Stored items:
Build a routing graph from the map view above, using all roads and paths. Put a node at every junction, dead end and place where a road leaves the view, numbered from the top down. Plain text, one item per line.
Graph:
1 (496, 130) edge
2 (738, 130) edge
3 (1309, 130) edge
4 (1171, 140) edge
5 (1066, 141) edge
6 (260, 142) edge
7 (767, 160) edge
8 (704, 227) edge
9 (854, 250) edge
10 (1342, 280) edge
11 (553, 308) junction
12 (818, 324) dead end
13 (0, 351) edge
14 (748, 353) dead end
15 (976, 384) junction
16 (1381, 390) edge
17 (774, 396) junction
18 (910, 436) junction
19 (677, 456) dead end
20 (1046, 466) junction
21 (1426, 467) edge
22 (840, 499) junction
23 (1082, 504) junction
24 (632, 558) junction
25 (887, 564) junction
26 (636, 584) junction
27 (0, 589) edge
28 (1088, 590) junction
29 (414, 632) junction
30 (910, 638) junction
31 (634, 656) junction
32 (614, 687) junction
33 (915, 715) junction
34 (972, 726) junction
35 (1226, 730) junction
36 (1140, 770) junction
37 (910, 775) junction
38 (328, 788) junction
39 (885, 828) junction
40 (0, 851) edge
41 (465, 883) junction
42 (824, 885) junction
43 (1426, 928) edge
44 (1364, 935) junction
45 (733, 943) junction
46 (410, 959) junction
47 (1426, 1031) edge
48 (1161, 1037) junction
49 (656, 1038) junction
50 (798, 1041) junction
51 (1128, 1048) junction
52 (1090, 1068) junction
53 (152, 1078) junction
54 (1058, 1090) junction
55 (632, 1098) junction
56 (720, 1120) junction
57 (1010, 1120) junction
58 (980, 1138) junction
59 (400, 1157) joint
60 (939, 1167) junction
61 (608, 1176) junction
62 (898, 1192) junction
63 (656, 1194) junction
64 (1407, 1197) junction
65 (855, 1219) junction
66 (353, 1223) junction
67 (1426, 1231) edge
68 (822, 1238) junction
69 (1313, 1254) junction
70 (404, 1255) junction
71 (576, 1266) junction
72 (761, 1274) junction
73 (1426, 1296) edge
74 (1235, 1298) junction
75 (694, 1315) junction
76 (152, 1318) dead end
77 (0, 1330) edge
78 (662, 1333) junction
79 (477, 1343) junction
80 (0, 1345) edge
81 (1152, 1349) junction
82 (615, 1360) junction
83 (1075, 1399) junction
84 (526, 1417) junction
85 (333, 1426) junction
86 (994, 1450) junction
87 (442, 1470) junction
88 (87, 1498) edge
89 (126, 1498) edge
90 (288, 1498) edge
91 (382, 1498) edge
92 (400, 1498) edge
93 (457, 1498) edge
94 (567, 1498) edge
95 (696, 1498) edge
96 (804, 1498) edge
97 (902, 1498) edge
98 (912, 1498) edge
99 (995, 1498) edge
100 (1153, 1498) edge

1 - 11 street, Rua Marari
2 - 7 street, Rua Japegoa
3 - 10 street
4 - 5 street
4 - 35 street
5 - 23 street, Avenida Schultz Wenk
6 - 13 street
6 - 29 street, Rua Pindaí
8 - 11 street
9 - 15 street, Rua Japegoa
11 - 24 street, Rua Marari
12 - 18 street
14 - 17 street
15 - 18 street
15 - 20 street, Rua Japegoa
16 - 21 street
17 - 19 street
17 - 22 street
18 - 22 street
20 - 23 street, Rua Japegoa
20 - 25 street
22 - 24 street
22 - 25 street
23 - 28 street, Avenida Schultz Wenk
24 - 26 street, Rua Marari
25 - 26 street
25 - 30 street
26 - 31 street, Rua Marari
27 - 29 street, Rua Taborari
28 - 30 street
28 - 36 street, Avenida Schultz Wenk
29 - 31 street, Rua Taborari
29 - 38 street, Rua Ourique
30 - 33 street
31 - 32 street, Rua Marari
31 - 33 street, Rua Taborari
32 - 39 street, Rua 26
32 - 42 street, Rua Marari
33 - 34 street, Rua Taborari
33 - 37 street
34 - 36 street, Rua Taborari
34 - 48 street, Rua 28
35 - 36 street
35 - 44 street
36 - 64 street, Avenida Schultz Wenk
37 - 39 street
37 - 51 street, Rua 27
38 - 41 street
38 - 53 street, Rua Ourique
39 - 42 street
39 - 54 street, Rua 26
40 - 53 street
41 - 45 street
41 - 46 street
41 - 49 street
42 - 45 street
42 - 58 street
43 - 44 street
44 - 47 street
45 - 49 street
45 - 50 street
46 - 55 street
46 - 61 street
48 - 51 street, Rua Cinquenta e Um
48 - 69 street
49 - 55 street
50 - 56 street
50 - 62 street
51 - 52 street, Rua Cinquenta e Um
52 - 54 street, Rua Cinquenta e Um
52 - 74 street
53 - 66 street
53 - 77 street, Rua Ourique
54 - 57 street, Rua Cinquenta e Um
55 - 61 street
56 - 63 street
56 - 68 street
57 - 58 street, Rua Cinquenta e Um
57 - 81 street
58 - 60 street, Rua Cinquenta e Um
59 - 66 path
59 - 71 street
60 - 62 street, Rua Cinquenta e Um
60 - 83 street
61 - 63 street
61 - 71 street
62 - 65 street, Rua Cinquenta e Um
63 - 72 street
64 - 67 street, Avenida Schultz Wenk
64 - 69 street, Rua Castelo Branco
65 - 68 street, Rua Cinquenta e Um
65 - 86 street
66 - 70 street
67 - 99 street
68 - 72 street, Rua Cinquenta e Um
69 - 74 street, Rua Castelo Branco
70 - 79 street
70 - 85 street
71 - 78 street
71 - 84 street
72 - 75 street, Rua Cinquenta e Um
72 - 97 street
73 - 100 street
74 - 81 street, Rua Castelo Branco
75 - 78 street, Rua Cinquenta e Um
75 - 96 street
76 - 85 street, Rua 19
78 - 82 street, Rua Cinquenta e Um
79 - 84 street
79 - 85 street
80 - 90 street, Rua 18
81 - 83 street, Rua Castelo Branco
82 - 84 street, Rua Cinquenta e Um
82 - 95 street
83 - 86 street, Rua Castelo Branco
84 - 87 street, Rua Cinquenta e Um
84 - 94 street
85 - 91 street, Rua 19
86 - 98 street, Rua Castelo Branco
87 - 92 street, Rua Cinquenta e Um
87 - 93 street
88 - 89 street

• _PROBLEM REQUIREMENTS_:
All lines in the preceding records that hold the word "dead" need to be copied.

• _WRITTEN ANSWER_:
Build a routing graph from the map view above, using all roads and paths. Put a node at every junction, dead end and place where a road leaves the view, numbered from the top down. Plain text, one item per line.
12 (818, 324) dead end
14 (748, 353) dead end
19 (677, 456) dead end
76 (152, 1318) dead end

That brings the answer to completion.